打手遭此劫難,蒙受奇恥大辱,在龍文蠻橫淫威下,只得忍氣吞聲,在棠都市人民醫(yī)院躺了半個月,方才痊愈出院。
泄密之事,打手百思不得其解,為什么龍文會認定是他在走漏了風聲,難道是另有其人……
他猛然醒悟,可能是王五說打電話接賀丹造成的誤會,而自己的電話又被龍文監(jiān)聽,這是多么可怕的事,他不由得倒吸一口涼氣,不自覺地給王五打電話核實。
“五哥,那天你怎么突然打電話給我問接人的事?”打手問道。
“沒有啊!難道我的聲音你聽不出,這幾天我敢保證沒有打,你會不會是聽錯了!”王五一臉的狐疑,堅決否認此事。
“聲音沒變,一定是你的聲音,怪了,莫非有人冒充……”打手的臉色突然有了變化,額上豆大的汗珠滾了下來,他已想到了此事的復雜性。

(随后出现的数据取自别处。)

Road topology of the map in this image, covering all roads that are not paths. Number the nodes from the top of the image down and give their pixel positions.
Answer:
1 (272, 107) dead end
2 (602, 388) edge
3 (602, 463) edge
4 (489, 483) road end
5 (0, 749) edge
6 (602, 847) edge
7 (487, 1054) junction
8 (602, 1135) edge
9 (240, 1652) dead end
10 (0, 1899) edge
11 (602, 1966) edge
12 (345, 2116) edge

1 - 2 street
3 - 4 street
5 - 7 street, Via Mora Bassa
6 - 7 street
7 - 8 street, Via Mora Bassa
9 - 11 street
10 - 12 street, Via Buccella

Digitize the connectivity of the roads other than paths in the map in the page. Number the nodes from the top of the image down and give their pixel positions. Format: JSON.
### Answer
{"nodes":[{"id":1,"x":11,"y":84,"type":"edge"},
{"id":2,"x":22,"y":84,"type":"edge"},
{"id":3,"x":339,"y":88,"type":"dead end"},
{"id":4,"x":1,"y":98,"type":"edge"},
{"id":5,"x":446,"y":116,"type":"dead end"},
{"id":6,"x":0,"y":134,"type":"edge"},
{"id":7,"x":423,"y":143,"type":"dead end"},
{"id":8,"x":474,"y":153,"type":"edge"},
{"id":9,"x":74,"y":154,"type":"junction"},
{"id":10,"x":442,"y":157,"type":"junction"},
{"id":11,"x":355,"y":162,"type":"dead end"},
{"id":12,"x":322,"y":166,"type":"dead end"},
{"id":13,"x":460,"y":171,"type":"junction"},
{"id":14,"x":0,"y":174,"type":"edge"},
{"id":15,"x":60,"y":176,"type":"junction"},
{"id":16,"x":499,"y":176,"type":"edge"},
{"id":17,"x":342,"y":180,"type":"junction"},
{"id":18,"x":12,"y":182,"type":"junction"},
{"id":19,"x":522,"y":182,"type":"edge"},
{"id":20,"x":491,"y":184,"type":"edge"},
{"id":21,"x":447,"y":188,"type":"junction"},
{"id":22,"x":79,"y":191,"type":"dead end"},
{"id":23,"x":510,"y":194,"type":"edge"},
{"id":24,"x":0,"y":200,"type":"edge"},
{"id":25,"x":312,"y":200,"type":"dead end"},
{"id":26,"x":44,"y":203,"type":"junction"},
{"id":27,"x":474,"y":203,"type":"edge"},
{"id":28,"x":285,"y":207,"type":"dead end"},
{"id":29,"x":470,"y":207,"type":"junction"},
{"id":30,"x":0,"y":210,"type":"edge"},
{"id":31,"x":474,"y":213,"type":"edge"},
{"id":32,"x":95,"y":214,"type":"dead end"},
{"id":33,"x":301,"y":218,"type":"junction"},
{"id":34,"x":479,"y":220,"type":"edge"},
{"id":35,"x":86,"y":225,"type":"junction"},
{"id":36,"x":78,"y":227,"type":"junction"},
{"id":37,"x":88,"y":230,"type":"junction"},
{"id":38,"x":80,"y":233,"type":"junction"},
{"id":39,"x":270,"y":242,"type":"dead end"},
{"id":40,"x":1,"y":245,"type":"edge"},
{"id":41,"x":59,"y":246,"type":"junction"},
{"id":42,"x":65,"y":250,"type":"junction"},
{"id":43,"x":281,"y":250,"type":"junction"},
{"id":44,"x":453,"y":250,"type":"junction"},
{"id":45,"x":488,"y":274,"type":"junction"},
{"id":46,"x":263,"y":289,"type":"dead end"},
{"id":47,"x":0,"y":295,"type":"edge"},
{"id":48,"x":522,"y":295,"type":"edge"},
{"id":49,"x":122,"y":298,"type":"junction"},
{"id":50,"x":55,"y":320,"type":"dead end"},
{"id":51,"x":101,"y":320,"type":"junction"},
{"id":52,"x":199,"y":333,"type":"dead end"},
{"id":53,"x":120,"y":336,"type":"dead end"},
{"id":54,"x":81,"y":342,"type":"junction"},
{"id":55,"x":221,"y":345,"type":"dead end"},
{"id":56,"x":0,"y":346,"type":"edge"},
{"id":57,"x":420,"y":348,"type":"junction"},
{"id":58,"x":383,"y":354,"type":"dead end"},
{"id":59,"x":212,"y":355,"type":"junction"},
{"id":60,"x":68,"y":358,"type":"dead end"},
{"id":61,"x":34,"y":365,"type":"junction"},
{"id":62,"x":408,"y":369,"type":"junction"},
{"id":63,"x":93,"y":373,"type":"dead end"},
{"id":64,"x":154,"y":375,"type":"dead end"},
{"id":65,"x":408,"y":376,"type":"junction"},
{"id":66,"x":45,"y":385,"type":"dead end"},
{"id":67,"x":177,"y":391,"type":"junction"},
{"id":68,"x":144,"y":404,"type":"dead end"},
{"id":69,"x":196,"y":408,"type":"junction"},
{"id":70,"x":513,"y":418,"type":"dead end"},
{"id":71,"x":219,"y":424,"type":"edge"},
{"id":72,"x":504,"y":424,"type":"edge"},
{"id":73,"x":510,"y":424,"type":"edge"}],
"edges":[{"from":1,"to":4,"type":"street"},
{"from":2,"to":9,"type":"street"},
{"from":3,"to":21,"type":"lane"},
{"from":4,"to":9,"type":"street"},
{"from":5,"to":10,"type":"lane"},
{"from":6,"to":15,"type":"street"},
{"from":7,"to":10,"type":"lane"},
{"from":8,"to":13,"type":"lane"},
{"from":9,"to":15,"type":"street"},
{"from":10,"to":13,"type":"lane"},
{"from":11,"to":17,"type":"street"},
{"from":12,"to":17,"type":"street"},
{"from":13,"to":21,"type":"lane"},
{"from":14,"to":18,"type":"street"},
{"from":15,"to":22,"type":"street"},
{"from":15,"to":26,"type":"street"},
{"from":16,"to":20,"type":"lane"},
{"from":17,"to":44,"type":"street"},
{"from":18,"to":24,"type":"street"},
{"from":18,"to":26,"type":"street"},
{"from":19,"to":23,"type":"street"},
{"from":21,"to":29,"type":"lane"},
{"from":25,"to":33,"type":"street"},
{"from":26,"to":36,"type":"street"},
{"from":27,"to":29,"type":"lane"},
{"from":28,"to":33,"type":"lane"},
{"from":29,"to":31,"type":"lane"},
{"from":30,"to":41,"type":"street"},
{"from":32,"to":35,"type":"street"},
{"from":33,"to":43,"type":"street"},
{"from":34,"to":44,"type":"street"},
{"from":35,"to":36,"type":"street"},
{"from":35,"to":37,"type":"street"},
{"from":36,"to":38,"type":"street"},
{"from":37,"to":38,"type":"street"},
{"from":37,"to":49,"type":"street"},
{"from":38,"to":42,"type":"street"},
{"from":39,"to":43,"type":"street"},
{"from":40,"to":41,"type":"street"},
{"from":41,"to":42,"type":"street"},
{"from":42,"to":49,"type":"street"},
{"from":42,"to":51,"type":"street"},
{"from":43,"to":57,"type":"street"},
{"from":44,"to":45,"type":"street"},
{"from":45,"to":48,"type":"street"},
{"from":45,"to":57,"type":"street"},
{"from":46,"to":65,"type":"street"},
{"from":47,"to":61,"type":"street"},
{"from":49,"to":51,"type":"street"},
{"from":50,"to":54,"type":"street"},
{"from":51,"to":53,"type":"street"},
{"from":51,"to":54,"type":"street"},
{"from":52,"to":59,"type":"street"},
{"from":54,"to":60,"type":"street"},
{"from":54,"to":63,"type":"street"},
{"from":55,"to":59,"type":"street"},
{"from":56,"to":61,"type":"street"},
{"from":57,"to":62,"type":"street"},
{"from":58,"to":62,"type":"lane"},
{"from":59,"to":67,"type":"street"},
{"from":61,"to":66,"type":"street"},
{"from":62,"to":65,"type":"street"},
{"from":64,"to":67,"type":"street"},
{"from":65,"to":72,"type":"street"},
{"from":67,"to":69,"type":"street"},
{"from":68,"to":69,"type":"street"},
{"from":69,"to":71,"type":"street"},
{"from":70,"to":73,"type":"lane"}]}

打手事覺蹊蹺,心想一定有人搞鬼,而出此下策之人定會是心存怨恨的小人。
打手去向龍文澄清事實真相,卻遭了龍文的冷遇。龍文是個固執(zhí)之人,即使錯了,也是死要面子硬撐著。
打手有了自己的想法……
時下已是仲夏的季節(jié),棠都市素有火爐之稱,白天街面幾乎見不到幾個人,只有到了天快黑的時候,三三兩兩的人群就開始騷動起來。城西的夜晚依舊是燈火不明,雖然是晚上七點過,但天色還沒有黑的跡象,這還是跟即將改造完畢的舊城有關(guān)。
護城河里的水已干渴了,露出了奇形怪狀的巖石,一個個水凼里,魚兒浮出水面,呼吸著空氣。寸頭草牽著小燕妮幸福地在虹橋邊看著河里的幾個小朋友捉魚。寸頭草已經(jīng)多年來沒有這種自由自在的感覺了,他一臉的輕松,看著女兒漸漸地長大,心里憧憬著美好的未來,他發(fā)誓要為女兒創(chuàng)造一個好的環(huán)境,不再讓女兒擔驚受怕,他覺得離開打手與龍文一伙是遲早的事,但現(xiàn)在怎樣才能擺脫他們的糾纏呢,這的確是一個讓自己困惑的問題。
他已很多天沒接受龍文、打手一伙給他的藥丸包子饋贈了。時不時發(fā)作的毒癮讓他痛苦難堪,心中不時地回想起打手被剁手指那血腥的一幕,在佩服童豪景高明的同時,他不得不反思自己的處境,心中裝著很多龍文的秘密,是該向童警官倒出來的時候,也許痛改前非,與毒決裂,離開龍文一伙是最好的選擇。
小燕妮站在橋邊,一棵梧桐樹擋住了她的視線,她繞過寸頭草的背后,橋邊場地上熱風吹了過來,卷起了地上的灰塵,幾乎讓小燕妮睜不開眼,天色瞬間暗了下來,仿佛一場惡劣的壞天氣就要到來。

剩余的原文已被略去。